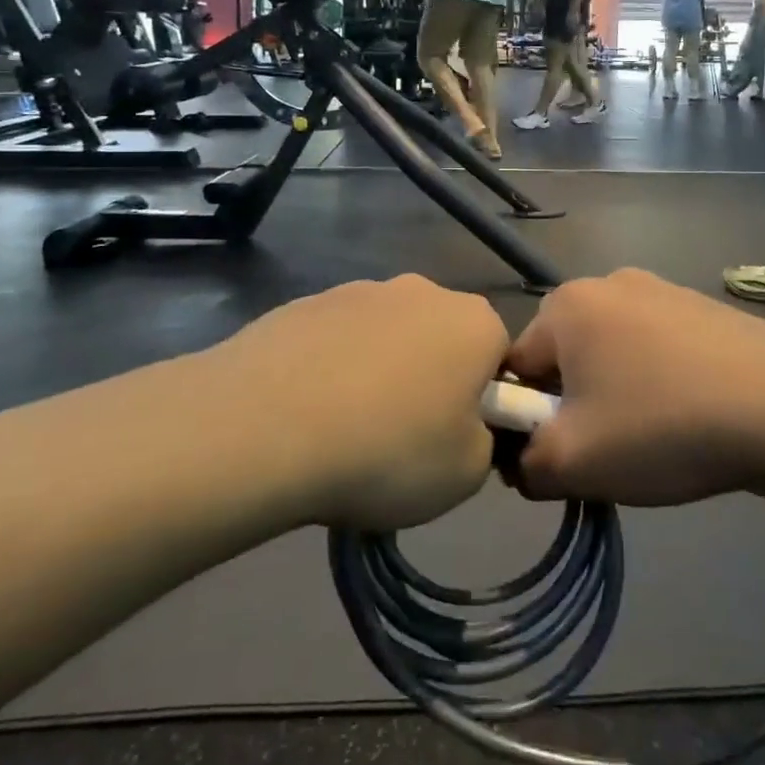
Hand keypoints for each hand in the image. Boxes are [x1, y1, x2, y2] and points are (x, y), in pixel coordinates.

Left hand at [210, 277, 507, 532]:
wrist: (266, 424)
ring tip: (344, 429)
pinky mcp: (307, 301)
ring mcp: (360, 290)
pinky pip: (336, 339)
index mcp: (474, 322)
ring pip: (386, 336)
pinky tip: (305, 411)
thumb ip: (484, 444)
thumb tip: (466, 428)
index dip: (482, 401)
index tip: (453, 439)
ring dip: (378, 371)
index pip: (498, 356)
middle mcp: (423, 291)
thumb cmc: (387, 450)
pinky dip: (331, 368)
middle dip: (430, 379)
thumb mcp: (465, 475)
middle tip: (402, 437)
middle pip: (441, 338)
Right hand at [503, 270, 764, 506]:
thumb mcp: (574, 462)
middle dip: (573, 408)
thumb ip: (526, 465)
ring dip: (615, 397)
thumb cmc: (663, 425)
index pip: (515, 369)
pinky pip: (655, 349)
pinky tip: (689, 417)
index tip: (557, 461)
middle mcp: (607, 282)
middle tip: (605, 454)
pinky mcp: (700, 307)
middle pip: (564, 358)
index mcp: (565, 305)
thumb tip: (523, 461)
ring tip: (654, 440)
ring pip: (612, 355)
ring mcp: (660, 289)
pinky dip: (657, 383)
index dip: (525, 422)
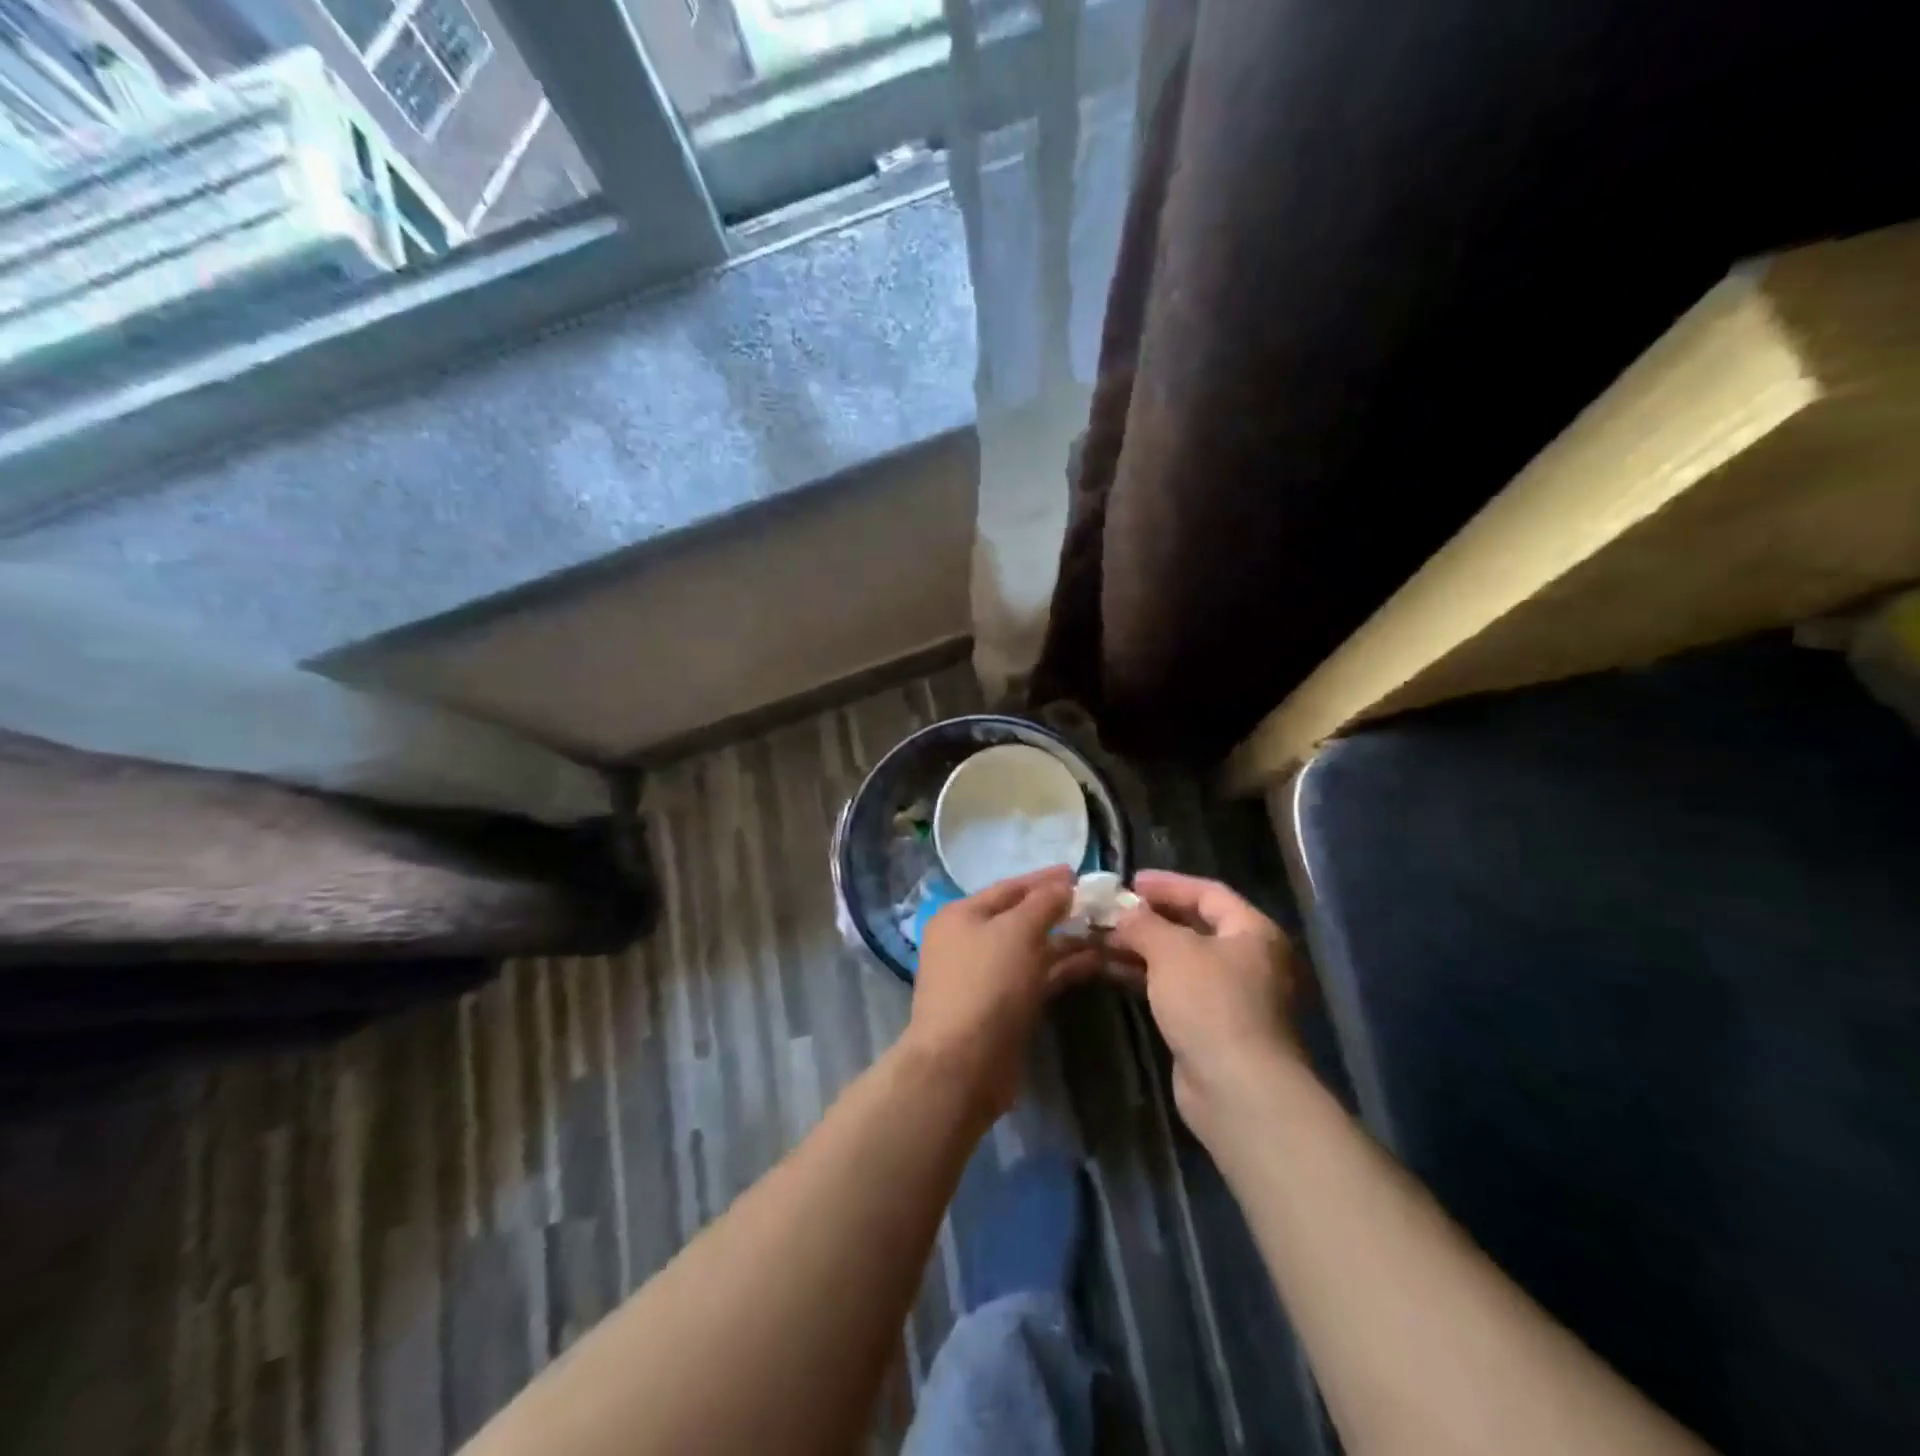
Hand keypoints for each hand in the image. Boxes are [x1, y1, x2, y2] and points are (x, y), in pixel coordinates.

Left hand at [904, 866, 1098, 1119]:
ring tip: (1108, 931)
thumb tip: (1064, 885)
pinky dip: (1063, 968)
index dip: (1044, 879)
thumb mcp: (1016, 932)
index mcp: (961, 915)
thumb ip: (1043, 903)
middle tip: (1099, 903)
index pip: (1009, 887)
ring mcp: (986, 977)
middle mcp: (970, 941)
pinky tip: (1097, 961)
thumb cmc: (986, 984)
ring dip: (1067, 941)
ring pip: (1032, 950)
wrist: (962, 1065)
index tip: (1078, 872)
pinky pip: (1037, 977)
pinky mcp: (1004, 1007)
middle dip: (1059, 910)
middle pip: (1020, 918)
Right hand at [1106, 870, 1301, 1140]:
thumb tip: (1124, 914)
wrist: (1237, 1089)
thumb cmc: (1211, 1003)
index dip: (1168, 884)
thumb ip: (1144, 924)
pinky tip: (1112, 971)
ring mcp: (1231, 996)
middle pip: (1193, 926)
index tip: (1129, 882)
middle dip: (1149, 918)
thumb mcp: (1172, 951)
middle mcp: (1248, 960)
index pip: (1208, 893)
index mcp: (1252, 932)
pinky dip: (1146, 976)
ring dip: (1141, 948)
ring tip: (1100, 939)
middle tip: (1110, 912)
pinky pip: (1175, 988)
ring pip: (1180, 960)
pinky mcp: (1212, 1026)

-=-=-=-=-

*EXERCISE DIRECTIONS*
Leaving each image aside, repeat the listing above exactly.

*SOLUTION*
Hand keypoints for each hand in the image. Boxes are [x1, y1, x2, y2] and points are (x, y), in pixel coordinates.

Left hand at [210, 277, 507, 532]:
wrist: (266, 424)
ring tip: (344, 429)
pinky mcp: (307, 301)
ring mcp: (360, 290)
pinky pip: (336, 339)
index mcp: (474, 322)
ring pip: (386, 336)
pinky tip: (305, 411)
thumb ip: (484, 444)
thumb tip: (466, 428)
index dip: (482, 401)
index tip: (453, 439)
ring dip: (378, 371)
index pip: (498, 356)
middle mcp: (423, 291)
thumb cmc: (387, 450)
pinky dip: (331, 368)
middle dip: (430, 379)
thumb mcp: (465, 475)
middle tip: (402, 437)
middle pip: (441, 338)
Right hand at [503, 270, 764, 506]:
thumb mcp: (574, 462)
middle dip: (573, 408)
thumb ip: (526, 465)
ring dip: (615, 397)
thumb cmc: (663, 425)
index pip: (515, 369)
pinky pip: (655, 349)
pinky tip: (689, 417)
index tip: (557, 461)
middle mcp: (607, 282)
middle tip: (605, 454)
pinky mcp: (700, 307)
middle pip: (564, 358)
index mcp: (565, 305)
thumb tip: (523, 461)
ring tip: (654, 440)
ring pip: (612, 355)
ring mcp: (660, 289)
pinky dip: (657, 383)
index dip: (525, 422)
Hand keypoints for each hand in the image. Boxes are [x1, y1, x2, y2] and points are (x, y), in pixel coordinates.

Left hand at [904, 866, 1098, 1119]:
ring tip: (1108, 931)
thumb tip: (1064, 885)
pinky dip: (1063, 968)
index dip: (1044, 879)
thumb mcp: (1016, 932)
index mcp: (961, 915)
thumb ip: (1043, 903)
middle tip: (1099, 903)
index pip: (1009, 887)
ring mcp: (986, 977)
middle mcp: (970, 941)
pinky tip: (1097, 961)
thumb cmc: (986, 984)
ring dip: (1067, 941)
ring pip: (1032, 950)
wrist: (962, 1065)
index tip: (1078, 872)
pinky pip: (1037, 977)
pinky mcp: (1004, 1007)
middle dip: (1059, 910)
middle pip: (1020, 918)
Right hand at [1106, 870, 1301, 1140]:
thumb tip: (1124, 914)
wrist: (1237, 1089)
thumb cmc: (1211, 1003)
index dip: (1168, 884)
thumb ip: (1144, 924)
pinky tip: (1112, 971)
ring mcp: (1231, 996)
middle pip: (1193, 926)
index tip: (1129, 882)
middle dip: (1149, 918)
thumb mcp: (1172, 951)
middle mcp: (1248, 960)
index pip: (1208, 893)
index mcp: (1252, 932)
pinky dip: (1146, 976)
ring dip: (1141, 948)
ring tip: (1100, 939)
middle tip: (1110, 912)
pinky pip: (1175, 988)
ring pip: (1180, 960)
pinky mcp: (1212, 1026)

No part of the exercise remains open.